ASSIGNED TASK
Up to and including the line that contains "Please list the", repeat each line of the data exactly, starting from the first.
>>>
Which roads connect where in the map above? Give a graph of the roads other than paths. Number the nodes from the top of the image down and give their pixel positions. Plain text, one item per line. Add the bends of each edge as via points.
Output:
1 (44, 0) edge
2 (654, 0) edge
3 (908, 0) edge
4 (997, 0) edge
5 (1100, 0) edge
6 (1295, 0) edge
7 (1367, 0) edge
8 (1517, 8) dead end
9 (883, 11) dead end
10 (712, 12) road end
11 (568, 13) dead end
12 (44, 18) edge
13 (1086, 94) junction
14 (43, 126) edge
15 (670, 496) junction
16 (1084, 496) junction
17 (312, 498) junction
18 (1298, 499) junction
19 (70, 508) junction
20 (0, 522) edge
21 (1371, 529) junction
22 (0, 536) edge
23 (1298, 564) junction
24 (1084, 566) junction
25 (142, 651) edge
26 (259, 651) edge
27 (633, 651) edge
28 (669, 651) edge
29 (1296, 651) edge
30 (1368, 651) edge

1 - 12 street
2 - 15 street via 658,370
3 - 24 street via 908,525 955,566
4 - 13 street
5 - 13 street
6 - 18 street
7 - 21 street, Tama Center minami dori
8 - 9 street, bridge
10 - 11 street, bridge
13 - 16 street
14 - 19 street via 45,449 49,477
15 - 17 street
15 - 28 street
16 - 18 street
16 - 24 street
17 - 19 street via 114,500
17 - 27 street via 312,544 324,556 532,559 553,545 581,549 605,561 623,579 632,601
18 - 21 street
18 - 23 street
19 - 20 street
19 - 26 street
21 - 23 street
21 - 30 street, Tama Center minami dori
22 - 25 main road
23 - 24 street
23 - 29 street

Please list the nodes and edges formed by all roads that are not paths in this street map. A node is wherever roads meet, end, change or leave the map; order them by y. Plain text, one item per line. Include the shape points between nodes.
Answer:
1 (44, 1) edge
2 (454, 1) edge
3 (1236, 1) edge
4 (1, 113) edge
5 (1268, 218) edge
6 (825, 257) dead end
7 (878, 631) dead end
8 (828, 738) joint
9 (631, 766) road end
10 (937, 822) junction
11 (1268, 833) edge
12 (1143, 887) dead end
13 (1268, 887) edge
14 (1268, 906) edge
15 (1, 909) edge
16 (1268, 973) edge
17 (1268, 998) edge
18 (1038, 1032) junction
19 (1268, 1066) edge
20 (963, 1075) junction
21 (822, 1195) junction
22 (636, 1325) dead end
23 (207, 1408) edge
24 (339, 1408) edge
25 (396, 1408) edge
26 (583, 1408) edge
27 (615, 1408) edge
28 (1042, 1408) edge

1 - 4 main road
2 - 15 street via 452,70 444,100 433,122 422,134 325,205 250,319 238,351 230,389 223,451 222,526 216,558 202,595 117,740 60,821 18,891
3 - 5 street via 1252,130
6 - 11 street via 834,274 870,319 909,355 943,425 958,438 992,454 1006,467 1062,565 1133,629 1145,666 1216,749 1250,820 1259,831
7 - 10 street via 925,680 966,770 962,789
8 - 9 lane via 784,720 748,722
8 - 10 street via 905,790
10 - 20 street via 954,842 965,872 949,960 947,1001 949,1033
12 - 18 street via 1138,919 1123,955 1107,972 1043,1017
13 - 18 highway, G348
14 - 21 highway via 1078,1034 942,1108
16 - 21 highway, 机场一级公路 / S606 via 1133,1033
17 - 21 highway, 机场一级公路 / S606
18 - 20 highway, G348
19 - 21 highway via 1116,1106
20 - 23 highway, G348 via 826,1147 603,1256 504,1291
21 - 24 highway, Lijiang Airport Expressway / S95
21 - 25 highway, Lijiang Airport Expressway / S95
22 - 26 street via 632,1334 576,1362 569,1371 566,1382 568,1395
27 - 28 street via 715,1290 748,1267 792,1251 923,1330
<<<
EXERCISE SOLUTION
Which roads connect where in the map above? Give a graph of the roads other than paths. Number the nodes from the top of the image down and give their pixel positions. Plain text, one item per line. Add the bends of each edge as via points.
Output:
1 (44, 0) edge
2 (654, 0) edge
3 (908, 0) edge
4 (997, 0) edge
5 (1100, 0) edge
6 (1295, 0) edge
7 (1367, 0) edge
8 (1517, 8) dead end
9 (883, 11) dead end
10 (712, 12) road end
11 (568, 13) dead end
12 (44, 18) edge
13 (1086, 94) junction
14 (43, 126) edge
15 (670, 496) junction
16 (1084, 496) junction
17 (312, 498) junction
18 (1298, 499) junction
19 (70, 508) junction
20 (0, 522) edge
21 (1371, 529) junction
22 (0, 536) edge
23 (1298, 564) junction
24 (1084, 566) junction
25 (142, 651) edge
26 (259, 651) edge
27 (633, 651) edge
28 (669, 651) edge
29 (1296, 651) edge
30 (1368, 651) edge

1 - 12 street
2 - 15 street via 658,370
3 - 24 street via 908,525 955,566
4 - 13 street
5 - 13 street
6 - 18 street
7 - 21 street, Tama Center minami dori
8 - 9 street, bridge
10 - 11 street, bridge
13 - 16 street
14 - 19 street via 45,449 49,477
15 - 17 street
15 - 28 street
16 - 18 street
16 - 24 street
17 - 19 street via 114,500
17 - 27 street via 312,544 324,556 532,559 553,545 581,549 605,561 623,579 632,601
18 - 21 street
18 - 23 street
19 - 20 street
19 - 26 street
21 - 23 street
21 - 30 street, Tama Center minami dori
22 - 25 main road
23 - 24 street
23 - 29 street

Please list the nodes and edges formed by all roads that are not paths in this street map. A node is wherever roads meet, end, change or leave the map; order them by y. Plain text, one item per line. Include the shape points between nodes.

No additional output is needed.